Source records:
=====

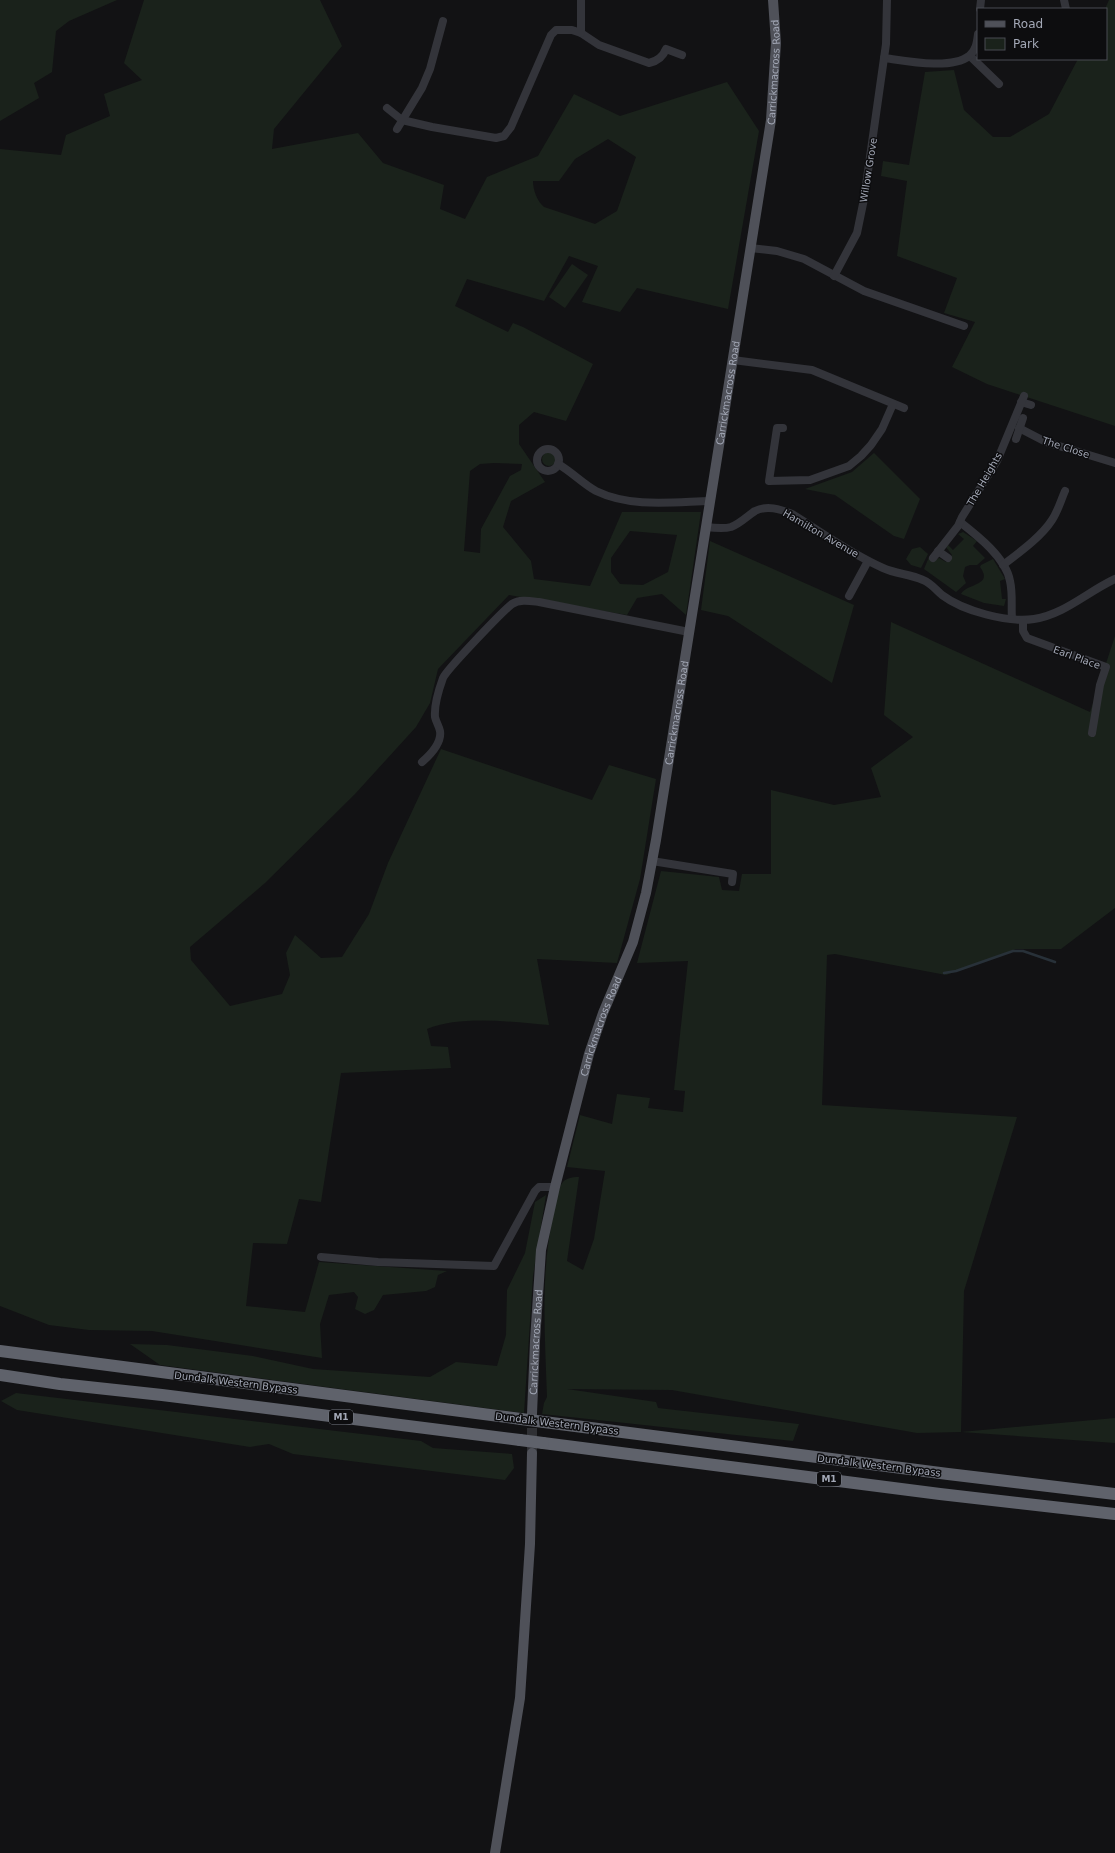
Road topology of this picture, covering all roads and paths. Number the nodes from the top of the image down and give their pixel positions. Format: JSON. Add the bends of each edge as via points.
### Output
{"nodes":[{"id":1,"x":581,"y":0,"type":"edge"},
{"id":2,"x":773,"y":0,"type":"edge"},
{"id":3,"x":887,"y":0,"type":"edge"},
{"id":4,"x":443,"y":21,"type":"dead end"},
{"id":5,"x":581,"y":33,"type":"junction"},
{"id":6,"x":977,"y":40,"type":"edge"},
{"id":7,"x":682,"y":55,"type":"dead end"},
{"id":8,"x":970,"y":56,"type":"junction"},
{"id":9,"x":884,"y":58,"type":"junction"},
{"id":10,"x":1000,"y":84,"type":"dead end"},
{"id":11,"x":387,"y":108,"type":"dead end"},
{"id":12,"x":402,"y":120,"type":"junction"},
{"id":13,"x":397,"y":130,"type":"dead end"},
{"id":14,"x":750,"y":248,"type":"junction"},
{"id":15,"x":834,"y":276,"type":"junction"},
{"id":16,"x":964,"y":326,"type":"dead end"},
{"id":17,"x":733,"y":360,"type":"junction"},
{"id":18,"x":893,"y":404,"type":"junction"},
{"id":19,"x":1031,"y":405,"type":"dead end"},
{"id":20,"x":904,"y":408,"type":"dead end"},
{"id":21,"x":1023,"y":418,"type":"dead end"},
{"id":22,"x":783,"y":428,"type":"dead end"},
{"id":23,"x":1019,"y":428,"type":"junction"},
{"id":24,"x":1016,"y":439,"type":"dead end"},
{"id":25,"x":1115,"y":463,"type":"edge"},
{"id":26,"x":558,"y":464,"type":"dead end"},
{"id":27,"x":1065,"y":490,"type":"dead end"},
{"id":28,"x":710,"y":501,"type":"junction"},
{"id":29,"x":960,"y":522,"type":"junction"},
{"id":30,"x":706,"y":527,"type":"junction"},
{"id":31,"x":938,"y":551,"type":"junction"},
{"id":32,"x":933,"y":558,"type":"dead end"},
{"id":33,"x":948,"y":558,"type":"dead end"},
{"id":34,"x":868,"y":561,"type":"junction"},
{"id":35,"x":1003,"y":564,"type":"junction"},
{"id":36,"x":1115,"y":579,"type":"edge"},
{"id":37,"x":849,"y":596,"type":"dead end"},
{"id":38,"x":1012,"y":619,"type":"junction"},
{"id":39,"x":1023,"y":620,"type":"junction"},
{"id":40,"x":689,"y":632,"type":"junction"},
{"id":41,"x":1092,"y":733,"type":"dead end"},
{"id":42,"x":422,"y":762,"type":"dead end"},
{"id":43,"x":652,"y":861,"type":"junction"},
{"id":44,"x":732,"y":882,"type":"dead end"},
{"id":45,"x":555,"y":1187,"type":"junction"},
{"id":46,"x":322,"y":1257,"type":"dead end"},
{"id":47,"x":0,"y":1351,"type":"edge"},
{"id":48,"x":0,"y":1375,"type":"edge"},
{"id":49,"x":527,"y":1416,"type":"junction"},
{"id":50,"x":532,"y":1453,"type":"tunnel mouth"},
{"id":51,"x":1115,"y":1494,"type":"edge"},
{"id":52,"x":1115,"y":1514,"type":"edge"},
{"id":53,"x":495,"y":1853,"type":"edge"}],
"edges":[{"from":1,"to":5,"type":"street"},
{"from":2,"to":14,"type":"main road","name":"Carrickmacross Road","via":[[775,78]]},
{"from":3,"to":9,"type":"street","name":"Willow Grove"},
{"from":4,"to":12,"type":"street","via":[[430,69],[422,88]]},
{"from":5,"to":7,"type":"street","via":[[599,45],[649,63],[657,61],[666,49]]},
{"from":5,"to":12,"type":"street","via":[[556,30],[551,35],[511,127],[504,136],[496,138]]},
{"from":6,"to":8,"type":"street"},
{"from":8,"to":9,"type":"street","via":[[950,63]]},
{"from":8,"to":10,"type":"street"},
{"from":9,"to":15,"type":"street","name":"Willow Grove","via":[[857,233]]},
{"from":11,"to":12,"type":"street"},
{"from":12,"to":13,"type":"street"},
{"from":14,"to":15,"type":"street","via":[[777,251],[804,260]]},
{"from":14,"to":17,"type":"main road","name":"Carrickmacross Road"},
{"from":15,"to":16,"type":"street","via":[[864,291]]},
{"from":17,"to":18,"type":"street","via":[[812,370]]},
{"from":17,"to":28,"type":"main road","name":"Carrickmacross Road"},
{"from":18,"to":20,"type":"street"},
{"from":18,"to":22,"type":"street","via":[[882,429],[861,456],[849,466],[810,480],[769,480],[777,428]]},
{"from":19,"to":29,"type":"street","name":"The Heights","via":[[1022,399],[997,460]]},
{"from":21,"to":23,"type":"street"},
{"from":23,"to":24,"type":"street"},
{"from":23,"to":25,"type":"street","name":"The Close","via":[[1046,442]]},
{"from":26,"to":28,"type":"street","via":[[570,470],[596,491],[619,498],[640,503]]},
{"from":27,"to":35,"type":"street","via":[[1048,526],[1018,554]]},
{"from":28,"to":30,"type":"main road","name":"Carrickmacross Road"},
{"from":29,"to":31,"type":"street","name":"The Heights"},
{"from":29,"to":35,"type":"street","via":[[980,538]]},
{"from":30,"to":34,"type":"street","name":"Hamilton Avenue","via":[[729,527],[738,524],[756,511],[780,509]]},
{"from":30,"to":40,"type":"main road","name":"Carrickmacross Road"},
{"from":31,"to":32,"type":"street","name":"The Heights"},
{"from":31,"to":33,"type":"street"},
{"from":34,"to":37,"type":"street","name":"Hamilton Avenue"},
{"from":34,"to":38,"type":"street","name":"Hamilton Avenue","via":[[898,574],[924,580],[942,595],[964,607]]},
{"from":35,"to":38,"type":"street","via":[[1010,580]]},
{"from":36,"to":39,"type":"street","name":"Hamilton Avenue","via":[[1055,614]]},
{"from":38,"to":39,"type":"street","name":"Hamilton Avenue"},
{"from":39,"to":41,"type":"street","name":"Earl Place","via":[[1023,631],[1027,638],[1106,668],[1100,685]]},
{"from":40,"to":42,"type":"street","via":[[539,602],[524,601],[513,604],[444,676],[436,703],[435,716],[440,732],[439,739],[432,754]]},
{"from":40,"to":43,"type":"main road","name":"Carrickmacross Road"},
{"from":43,"to":44,"type":"street","via":[[733,874]]},
{"from":43,"to":45,"type":"main road","name":"Carrickmacross Road","via":[[633,942],[589,1054]]},
{"from":45,"to":46,"type":"street","via":[[545,1186],[535,1191],[494,1266],[378,1262]]},
{"from":45,"to":49,"type":"main road","name":"Carrickmacross Road","via":[[541,1250]]},
{"from":47,"to":49,"type":"highway","name":"Dundalk Western Bypass","number":"M1"},
{"from":48,"to":52,"type":"highway","name":"Dundalk Western Bypass","number":"M1","bridge":true},
{"from":49,"to":51,"type":"highway","name":"Dundalk Western Bypass","number":"M1","bridge":true,"via":[[544,1422]]},
{"from":50,"to":53,"type":"main road","via":[[530,1544],[520,1698]]}]}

=====

- [Activity]: Every record is to be restated word for word, with the pictures left out.

- [Finished exercise]:
Road topology of this picture, covering all roads and paths. Number the nodes from the top of the image down and give their pixel positions. Format: JSON. Add the bends of each edge as via points.
### Output
{"nodes":[{"id":1,"x":581,"y":0,"type":"edge"},
{"id":2,"x":773,"y":0,"type":"edge"},
{"id":3,"x":887,"y":0,"type":"edge"},
{"id":4,"x":443,"y":21,"type":"dead end"},
{"id":5,"x":581,"y":33,"type":"junction"},
{"id":6,"x":977,"y":40,"type":"edge"},
{"id":7,"x":682,"y":55,"type":"dead end"},
{"id":8,"x":970,"y":56,"type":"junction"},
{"id":9,"x":884,"y":58,"type":"junction"},
{"id":10,"x":1000,"y":84,"type":"dead end"},
{"id":11,"x":387,"y":108,"type":"dead end"},
{"id":12,"x":402,"y":120,"type":"junction"},
{"id":13,"x":397,"y":130,"type":"dead end"},
{"id":14,"x":750,"y":248,"type":"junction"},
{"id":15,"x":834,"y":276,"type":"junction"},
{"id":16,"x":964,"y":326,"type":"dead end"},
{"id":17,"x":733,"y":360,"type":"junction"},
{"id":18,"x":893,"y":404,"type":"junction"},
{"id":19,"x":1031,"y":405,"type":"dead end"},
{"id":20,"x":904,"y":408,"type":"dead end"},
{"id":21,"x":1023,"y":418,"type":"dead end"},
{"id":22,"x":783,"y":428,"type":"dead end"},
{"id":23,"x":1019,"y":428,"type":"junction"},
{"id":24,"x":1016,"y":439,"type":"dead end"},
{"id":25,"x":1115,"y":463,"type":"edge"},
{"id":26,"x":558,"y":464,"type":"dead end"},
{"id":27,"x":1065,"y":490,"type":"dead end"},
{"id":28,"x":710,"y":501,"type":"junction"},
{"id":29,"x":960,"y":522,"type":"junction"},
{"id":30,"x":706,"y":527,"type":"junction"},
{"id":31,"x":938,"y":551,"type":"junction"},
{"id":32,"x":933,"y":558,"type":"dead end"},
{"id":33,"x":948,"y":558,"type":"dead end"},
{"id":34,"x":868,"y":561,"type":"junction"},
{"id":35,"x":1003,"y":564,"type":"junction"},
{"id":36,"x":1115,"y":579,"type":"edge"},
{"id":37,"x":849,"y":596,"type":"dead end"},
{"id":38,"x":1012,"y":619,"type":"junction"},
{"id":39,"x":1023,"y":620,"type":"junction"},
{"id":40,"x":689,"y":632,"type":"junction"},
{"id":41,"x":1092,"y":733,"type":"dead end"},
{"id":42,"x":422,"y":762,"type":"dead end"},
{"id":43,"x":652,"y":861,"type":"junction"},
{"id":44,"x":732,"y":882,"type":"dead end"},
{"id":45,"x":555,"y":1187,"type":"junction"},
{"id":46,"x":322,"y":1257,"type":"dead end"},
{"id":47,"x":0,"y":1351,"type":"edge"},
{"id":48,"x":0,"y":1375,"type":"edge"},
{"id":49,"x":527,"y":1416,"type":"junction"},
{"id":50,"x":532,"y":1453,"type":"tunnel mouth"},
{"id":51,"x":1115,"y":1494,"type":"edge"},
{"id":52,"x":1115,"y":1514,"type":"edge"},
{"id":53,"x":495,"y":1853,"type":"edge"}],
"edges":[{"from":1,"to":5,"type":"street"},
{"from":2,"to":14,"type":"main road","name":"Carrickmacross Road","via":[[775,78]]},
{"from":3,"to":9,"type":"street","name":"Willow Grove"},
{"from":4,"to":12,"type":"street","via":[[430,69],[422,88]]},
{"from":5,"to":7,"type":"street","via":[[599,45],[649,63],[657,61],[666,49]]},
{"from":5,"to":12,"type":"street","via":[[556,30],[551,35],[511,127],[504,136],[496,138]]},
{"from":6,"to":8,"type":"street"},
{"from":8,"to":9,"type":"street","via":[[950,63]]},
{"from":8,"to":10,"type":"street"},
{"from":9,"to":15,"type":"street","name":"Willow Grove","via":[[857,233]]},
{"from":11,"to":12,"type":"street"},
{"from":12,"to":13,"type":"street"},
{"from":14,"to":15,"type":"street","via":[[777,251],[804,260]]},
{"from":14,"to":17,"type":"main road","name":"Carrickmacross Road"},
{"from":15,"to":16,"type":"street","via":[[864,291]]},
{"from":17,"to":18,"type":"street","via":[[812,370]]},
{"from":17,"to":28,"type":"main road","name":"Carrickmacross Road"},
{"from":18,"to":20,"type":"street"},
{"from":18,"to":22,"type":"street","via":[[882,429],[861,456],[849,466],[810,480],[769,480],[777,428]]},
{"from":19,"to":29,"type":"street","name":"The Heights","via":[[1022,399],[997,460]]},
{"from":21,"to":23,"type":"street"},
{"from":23,"to":24,"type":"street"},
{"from":23,"to":25,"type":"street","name":"The Close","via":[[1046,442]]},
{"from":26,"to":28,"type":"street","via":[[570,470],[596,491],[619,498],[640,503]]},
{"from":27,"to":35,"type":"street","via":[[1048,526],[1018,554]]},
{"from":28,"to":30,"type":"main road","name":"Carrickmacross Road"},
{"from":29,"to":31,"type":"street","name":"The Heights"},
{"from":29,"to":35,"type":"street","via":[[980,538]]},
{"from":30,"to":34,"type":"street","name":"Hamilton Avenue","via":[[729,527],[738,524],[756,511],[780,509]]},
{"from":30,"to":40,"type":"main road","name":"Carrickmacross Road"},
{"from":31,"to":32,"type":"street","name":"The Heights"},
{"from":31,"to":33,"type":"street"},
{"from":34,"to":37,"type":"street","name":"Hamilton Avenue"},
{"from":34,"to":38,"type":"street","name":"Hamilton Avenue","via":[[898,574],[924,580],[942,595],[964,607]]},
{"from":35,"to":38,"type":"street","via":[[1010,580]]},
{"from":36,"to":39,"type":"street","name":"Hamilton Avenue","via":[[1055,614]]},
{"from":38,"to":39,"type":"street","name":"Hamilton Avenue"},
{"from":39,"to":41,"type":"street","name":"Earl Place","via":[[1023,631],[1027,638],[1106,668],[1100,685]]},
{"from":40,"to":42,"type":"street","via":[[539,602],[524,601],[513,604],[444,676],[436,703],[435,716],[440,732],[439,739],[432,754]]},
{"from":40,"to":43,"type":"main road","name":"Carrickmacross Road"},
{"from":43,"to":44,"type":"street","via":[[733,874]]},
{"from":43,"to":45,"type":"main road","name":"Carrickmacross Road","via":[[633,942],[589,1054]]},
{"from":45,"to":46,"type":"street","via":[[545,1186],[535,1191],[494,1266],[378,1262]]},
{"from":45,"to":49,"type":"main road","name":"Carrickmacross Road","via":[[541,1250]]},
{"from":47,"to":49,"type":"highway","name":"Dundalk Western Bypass","number":"M1"},
{"from":48,"to":52,"type":"highway","name":"Dundalk Western Bypass","number":"M1","bridge":true},
{"from":49,"to":51,"type":"highway","name":"Dundalk Western Bypass","number":"M1","bridge":true,"via":[[544,1422]]},
{"from":50,"to":53,"type":"main road","via":[[530,1544],[520,1698]]}]}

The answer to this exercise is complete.